══ ENTRIES SHOWN

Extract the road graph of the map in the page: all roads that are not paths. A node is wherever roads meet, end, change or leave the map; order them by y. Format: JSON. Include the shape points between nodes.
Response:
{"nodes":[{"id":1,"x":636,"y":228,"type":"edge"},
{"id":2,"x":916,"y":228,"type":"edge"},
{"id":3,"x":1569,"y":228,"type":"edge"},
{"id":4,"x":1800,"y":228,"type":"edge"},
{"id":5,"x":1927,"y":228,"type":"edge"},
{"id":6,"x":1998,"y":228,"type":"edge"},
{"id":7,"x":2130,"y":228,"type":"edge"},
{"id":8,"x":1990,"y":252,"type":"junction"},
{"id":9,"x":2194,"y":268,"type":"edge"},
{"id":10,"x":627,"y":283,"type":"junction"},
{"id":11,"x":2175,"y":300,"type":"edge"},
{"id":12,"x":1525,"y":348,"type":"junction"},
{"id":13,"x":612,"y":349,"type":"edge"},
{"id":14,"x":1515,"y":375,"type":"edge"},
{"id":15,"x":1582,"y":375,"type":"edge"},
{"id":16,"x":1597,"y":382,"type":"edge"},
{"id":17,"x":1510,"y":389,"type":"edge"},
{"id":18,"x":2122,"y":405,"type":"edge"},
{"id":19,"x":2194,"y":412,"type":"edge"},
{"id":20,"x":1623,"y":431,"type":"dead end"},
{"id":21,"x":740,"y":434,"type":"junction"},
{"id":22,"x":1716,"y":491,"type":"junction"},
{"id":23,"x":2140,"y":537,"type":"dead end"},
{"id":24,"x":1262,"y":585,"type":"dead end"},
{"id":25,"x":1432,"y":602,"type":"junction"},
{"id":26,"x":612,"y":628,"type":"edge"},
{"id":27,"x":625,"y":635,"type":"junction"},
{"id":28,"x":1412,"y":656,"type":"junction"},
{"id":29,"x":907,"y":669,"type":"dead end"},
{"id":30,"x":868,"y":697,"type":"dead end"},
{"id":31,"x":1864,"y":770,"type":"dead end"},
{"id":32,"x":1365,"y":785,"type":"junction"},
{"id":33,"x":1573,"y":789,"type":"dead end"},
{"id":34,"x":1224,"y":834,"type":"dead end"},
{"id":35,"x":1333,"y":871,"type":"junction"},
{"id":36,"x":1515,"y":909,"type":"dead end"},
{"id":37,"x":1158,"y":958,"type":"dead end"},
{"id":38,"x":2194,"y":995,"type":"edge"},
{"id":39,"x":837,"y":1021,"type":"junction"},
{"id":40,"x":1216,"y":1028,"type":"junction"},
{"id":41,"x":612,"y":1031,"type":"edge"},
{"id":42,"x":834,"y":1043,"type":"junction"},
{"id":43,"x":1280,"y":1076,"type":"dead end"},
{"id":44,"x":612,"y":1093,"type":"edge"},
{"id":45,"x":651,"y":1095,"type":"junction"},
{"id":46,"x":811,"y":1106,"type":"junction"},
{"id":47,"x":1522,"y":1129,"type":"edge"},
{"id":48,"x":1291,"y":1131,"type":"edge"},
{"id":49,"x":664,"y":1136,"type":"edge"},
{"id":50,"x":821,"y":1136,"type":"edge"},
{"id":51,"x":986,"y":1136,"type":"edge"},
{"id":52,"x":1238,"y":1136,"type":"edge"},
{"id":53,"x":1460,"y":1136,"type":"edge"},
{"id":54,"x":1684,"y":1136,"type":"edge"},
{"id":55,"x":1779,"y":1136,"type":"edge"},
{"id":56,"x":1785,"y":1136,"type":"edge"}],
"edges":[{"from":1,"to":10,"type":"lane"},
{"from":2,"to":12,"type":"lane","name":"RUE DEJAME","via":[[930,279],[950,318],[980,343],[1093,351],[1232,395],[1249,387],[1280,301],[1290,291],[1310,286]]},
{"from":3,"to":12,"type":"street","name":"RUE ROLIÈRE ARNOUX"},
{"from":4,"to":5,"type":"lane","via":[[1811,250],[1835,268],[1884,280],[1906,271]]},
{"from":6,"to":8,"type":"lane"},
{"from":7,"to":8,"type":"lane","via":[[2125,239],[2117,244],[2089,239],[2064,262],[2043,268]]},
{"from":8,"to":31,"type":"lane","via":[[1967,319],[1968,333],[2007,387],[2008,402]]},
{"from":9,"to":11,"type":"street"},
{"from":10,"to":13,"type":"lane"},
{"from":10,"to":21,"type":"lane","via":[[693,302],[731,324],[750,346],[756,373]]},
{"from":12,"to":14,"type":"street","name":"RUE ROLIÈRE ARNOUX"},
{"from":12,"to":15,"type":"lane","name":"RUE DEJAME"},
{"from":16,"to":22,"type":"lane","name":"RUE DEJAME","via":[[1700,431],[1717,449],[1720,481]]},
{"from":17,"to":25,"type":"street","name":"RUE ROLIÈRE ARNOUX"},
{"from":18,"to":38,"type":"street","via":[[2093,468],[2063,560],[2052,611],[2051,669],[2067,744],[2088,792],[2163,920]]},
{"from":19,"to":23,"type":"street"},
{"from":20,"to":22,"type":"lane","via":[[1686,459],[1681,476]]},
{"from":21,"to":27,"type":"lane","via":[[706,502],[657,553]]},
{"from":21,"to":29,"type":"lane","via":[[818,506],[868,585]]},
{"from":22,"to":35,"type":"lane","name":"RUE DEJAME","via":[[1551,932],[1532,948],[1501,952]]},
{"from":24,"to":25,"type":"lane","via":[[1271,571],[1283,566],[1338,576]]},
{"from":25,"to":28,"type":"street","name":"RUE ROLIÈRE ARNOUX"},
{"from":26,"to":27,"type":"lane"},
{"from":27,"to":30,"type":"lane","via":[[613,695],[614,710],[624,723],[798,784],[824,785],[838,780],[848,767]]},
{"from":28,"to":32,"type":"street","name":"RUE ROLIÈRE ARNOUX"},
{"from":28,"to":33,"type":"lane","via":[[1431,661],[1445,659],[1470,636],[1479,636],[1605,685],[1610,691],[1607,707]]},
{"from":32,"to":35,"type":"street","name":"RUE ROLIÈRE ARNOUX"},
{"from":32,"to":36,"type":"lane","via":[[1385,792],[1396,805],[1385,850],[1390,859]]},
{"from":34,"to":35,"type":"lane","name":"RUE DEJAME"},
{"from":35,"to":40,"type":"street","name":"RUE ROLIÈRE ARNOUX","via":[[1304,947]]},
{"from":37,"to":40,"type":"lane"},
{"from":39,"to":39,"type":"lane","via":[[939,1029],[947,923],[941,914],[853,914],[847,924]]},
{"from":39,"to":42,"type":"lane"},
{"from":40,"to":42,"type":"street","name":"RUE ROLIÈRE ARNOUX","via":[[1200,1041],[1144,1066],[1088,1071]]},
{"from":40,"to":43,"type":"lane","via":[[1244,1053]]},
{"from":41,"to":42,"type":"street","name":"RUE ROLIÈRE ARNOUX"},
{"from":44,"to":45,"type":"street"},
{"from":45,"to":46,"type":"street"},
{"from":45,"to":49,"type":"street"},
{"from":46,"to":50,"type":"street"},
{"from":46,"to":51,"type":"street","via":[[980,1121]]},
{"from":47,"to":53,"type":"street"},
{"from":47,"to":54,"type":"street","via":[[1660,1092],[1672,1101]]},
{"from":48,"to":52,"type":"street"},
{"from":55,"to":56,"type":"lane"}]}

════

• TASK TO CARRY OUT: Show all lines from the data above in which the word "DEJAME" appears.

• RESULT:
{"from":2,"to":12,"type":"lane","name":"RUE DEJAME","via":[[930,279],[950,318],[980,343],[1093,351],[1232,395],[1249,387],[1280,301],[1290,291],[1310,286]]},
{"from":12,"to":15,"type":"lane","name":"RUE DEJAME"},
{"from":16,"to":22,"type":"lane","name":"RUE DEJAME","via":[[1700,431],[1717,449],[1720,481]]},
{"from":22,"to":35,"type":"lane","name":"RUE DEJAME","via":[[1551,932],[1532,948],[1501,952]]},
{"from":34,"to":35,"type":"lane","name":"RUE DEJAME"},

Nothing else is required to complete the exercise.